OK, now consider two outputs \(Y_1\) and \(Y_2\). They each have their Gaussians, right? But if \(x_1\) and \(x_2\) are close together, the output values cannot differ that much (remember: smoothness), even accounting for their uncertainties. What might these, somewhat coupled, values look like? I am going to place the values of \(Y_1\) and \(Y_2\) on the two axes of a 2D plot. And we get something like this:
You might now think of the two outputs \(Y_1\) and \(Y_2\) as jointly following a bivariate, i.e., two-dimensional, distribution. Do you see where this is headed? No? Let me add some contours.
A 2D Gaussian! We have seen these before! It looks like if we express uncertainties in outputs for a given input as an 1D Gaussian, the joint distribution across outputs turns out to be a high-dimensional Gaussian. Actually, as we shall see in the next section, we just assume the latter and the former is a happy consequence of that.

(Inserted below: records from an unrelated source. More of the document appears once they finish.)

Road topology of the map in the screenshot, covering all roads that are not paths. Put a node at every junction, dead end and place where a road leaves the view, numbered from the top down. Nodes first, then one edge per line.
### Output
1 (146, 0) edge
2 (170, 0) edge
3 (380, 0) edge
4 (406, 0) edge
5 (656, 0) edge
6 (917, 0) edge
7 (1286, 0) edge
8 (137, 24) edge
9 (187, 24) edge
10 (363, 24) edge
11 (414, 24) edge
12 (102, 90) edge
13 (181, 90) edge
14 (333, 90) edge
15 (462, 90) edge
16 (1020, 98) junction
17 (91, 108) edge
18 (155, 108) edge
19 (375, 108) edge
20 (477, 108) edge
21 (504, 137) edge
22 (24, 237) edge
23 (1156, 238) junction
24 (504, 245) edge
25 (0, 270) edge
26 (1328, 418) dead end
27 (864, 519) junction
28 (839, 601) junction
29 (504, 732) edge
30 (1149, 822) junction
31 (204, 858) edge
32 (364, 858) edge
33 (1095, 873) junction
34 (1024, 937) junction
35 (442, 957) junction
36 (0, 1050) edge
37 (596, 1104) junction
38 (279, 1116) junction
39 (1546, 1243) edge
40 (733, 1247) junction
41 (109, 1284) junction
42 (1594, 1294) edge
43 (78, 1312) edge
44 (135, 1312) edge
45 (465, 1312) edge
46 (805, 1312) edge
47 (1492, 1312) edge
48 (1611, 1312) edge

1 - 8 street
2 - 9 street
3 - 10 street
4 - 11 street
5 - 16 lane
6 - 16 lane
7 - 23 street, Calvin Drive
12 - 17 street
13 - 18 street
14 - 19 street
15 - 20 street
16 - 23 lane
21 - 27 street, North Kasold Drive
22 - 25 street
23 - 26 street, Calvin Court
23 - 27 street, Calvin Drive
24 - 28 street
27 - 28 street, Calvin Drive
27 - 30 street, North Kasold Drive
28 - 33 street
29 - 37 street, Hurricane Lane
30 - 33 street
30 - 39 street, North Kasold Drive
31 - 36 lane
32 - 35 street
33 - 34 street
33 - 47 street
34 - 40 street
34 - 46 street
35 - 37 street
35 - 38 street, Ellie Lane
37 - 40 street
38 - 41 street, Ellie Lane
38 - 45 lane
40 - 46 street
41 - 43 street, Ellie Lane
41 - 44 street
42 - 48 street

And, since the coupling in the joint Gaussian distribution is controlled by the covariance matrix, we allow similarities in inputs decide its entries. Specifically, if \(k(x_i, x_j)\) denotes the similarity between \(x_i\) and \(x_j\), we let \(\Sigma_{ij} = k(x_i, x_j)\). Controlling the covariance matrix is a great way to regulate the variation in one output wrt another, and letting input similarities decide entries in this matrix works out perfectly for us: it gives us a precise way to enforce smoothness.
Can we visualize more than two output distributions? This is doable with a different visualization (I saw this here first): we’ll stack lines representing \(Y_i\)s next to each other, and for every set of values sampled from their joint distribution, we’ll draw a line through them. Let’s see what the above plot might look like in this form:
The line currently shown corresponds to the current sample from the joint 2D Gaussian. Note the positive slope of the annimated line; this is because of the positive correlation between the \(Y_i\)s in the joint Gaussian.
This gives us a way to visualize the behavior of more than just two \(Y_i\)s. And we’ll do exactly that next. But with a new twist: we’ll allow the gap between the vertical bars to be decided by the corresponding \(x_i\)s. This will give us an idea of the similarity of the inputs. Shown below for three \(Y_i\)s.
Note how \(Y_1\) and \(Y_2\) seem to take on similar values, while \(Y_1\) (or \(Y_2\)) and \(Y_3\) can end up with very different values. This is because of the large distance of \(x_3\) from \(x_1\) or \(x_2\).
Just because now we can, lets go ahead and look at ten ouput distributions.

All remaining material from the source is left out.